Ken Moran

Personal information
- Full name: Kenneth James Moran
- Nationality: Australia
- Born: 27 February 1925 Beaudesert, Queensland
- Died: 6 August 2009 (aged 84) Beaudesert, Queensland

Medal record
Lawn bowls
Paralympic Games
| Silver medal – second place | 1984 New York/ Stoke Mandeville | Men's Pairs paraplegic |
Table tennis
Commonwealth Paraplegic Games
| Bronze medal – third place | 1974 Dunedin | ? |

= Ken Moran =

Kenneth "Ken" James Moran, MBE (27 February 1925 – 6 August 2009) was an Australian Paralympic lawn bowler. He won a silver medal in the Men's Pairs at the 1984 Summer Paralympics.

==Personal==
Moran was born in the Queensland town of Beaudesert on 27 February 1925, the sixth of eight children of Tom and Johanna Moran. He grew up on the family farm during the Great Depression, and had a busy and active young life which included farm duties, schooling and playing tennis and cricket. At age 14, he left school to work full-time on the farm to help support his family during the difficult economic times. While playing a representative cricket match in February 1945, he experienced serious physical symptoms - a sudden but lasting dizziness, loss of balance and inability to focus - that forced him to retire from the match. Within a couple of days, he was diagnosed with polio and spent the next two years in a polio ward at the Royal Brisbane Hospital.

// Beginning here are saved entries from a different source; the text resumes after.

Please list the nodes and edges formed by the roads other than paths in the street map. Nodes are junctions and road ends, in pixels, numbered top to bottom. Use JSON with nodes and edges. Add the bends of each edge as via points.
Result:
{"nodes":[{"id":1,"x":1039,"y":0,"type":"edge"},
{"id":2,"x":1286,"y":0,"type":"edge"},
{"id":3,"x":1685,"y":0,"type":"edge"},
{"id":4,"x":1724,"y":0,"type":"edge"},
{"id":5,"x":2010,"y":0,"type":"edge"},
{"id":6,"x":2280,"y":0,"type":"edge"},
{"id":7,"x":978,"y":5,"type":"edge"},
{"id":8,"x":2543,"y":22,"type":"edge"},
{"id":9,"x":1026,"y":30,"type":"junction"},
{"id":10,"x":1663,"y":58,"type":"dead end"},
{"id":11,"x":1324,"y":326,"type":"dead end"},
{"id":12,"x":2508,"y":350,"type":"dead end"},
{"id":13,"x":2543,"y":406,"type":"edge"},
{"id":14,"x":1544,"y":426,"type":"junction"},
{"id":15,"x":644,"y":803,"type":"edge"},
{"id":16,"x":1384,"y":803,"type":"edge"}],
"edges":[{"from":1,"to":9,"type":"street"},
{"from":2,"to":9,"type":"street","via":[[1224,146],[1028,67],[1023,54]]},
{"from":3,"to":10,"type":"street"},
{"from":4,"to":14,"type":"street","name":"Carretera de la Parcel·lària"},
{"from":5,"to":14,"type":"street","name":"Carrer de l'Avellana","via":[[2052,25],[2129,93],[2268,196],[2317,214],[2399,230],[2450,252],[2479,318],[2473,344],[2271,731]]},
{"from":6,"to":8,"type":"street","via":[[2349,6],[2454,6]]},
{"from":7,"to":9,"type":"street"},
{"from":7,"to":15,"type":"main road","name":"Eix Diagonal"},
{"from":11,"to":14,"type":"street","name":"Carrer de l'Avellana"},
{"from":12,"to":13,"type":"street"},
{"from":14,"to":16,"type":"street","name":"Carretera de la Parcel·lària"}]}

When he was finally discharged, he spent a year with an uncle in Brisbane, managing his own rehabilitation and transition to life in a wheelchair before returning to Beaudesert. He studied accounting by correspondence and worked in the field, and began a lifelong involvement in community work.

==Sport==
Moran took up table tennis and lawn bowls to keep active, playing against and alongside able-bodied players. He won a bronze medal in table tennis at the 1974 Commonwealth Paraplegic Games in Dunedin, New Zealand. He won a silver medal in the men's lawn bowls pairs with Wayne Lewis at the 1984 New York/Stoke Mandeville Paralympics.

==Recognition==
In the Queen's Birthday Honours 1986 Moran was appointed as a Member of the Order of the British Empire for service to the community and paraplegic sport. On 16 September 2010, the Ken Moran Life Centre was officially opened in Beaudesert.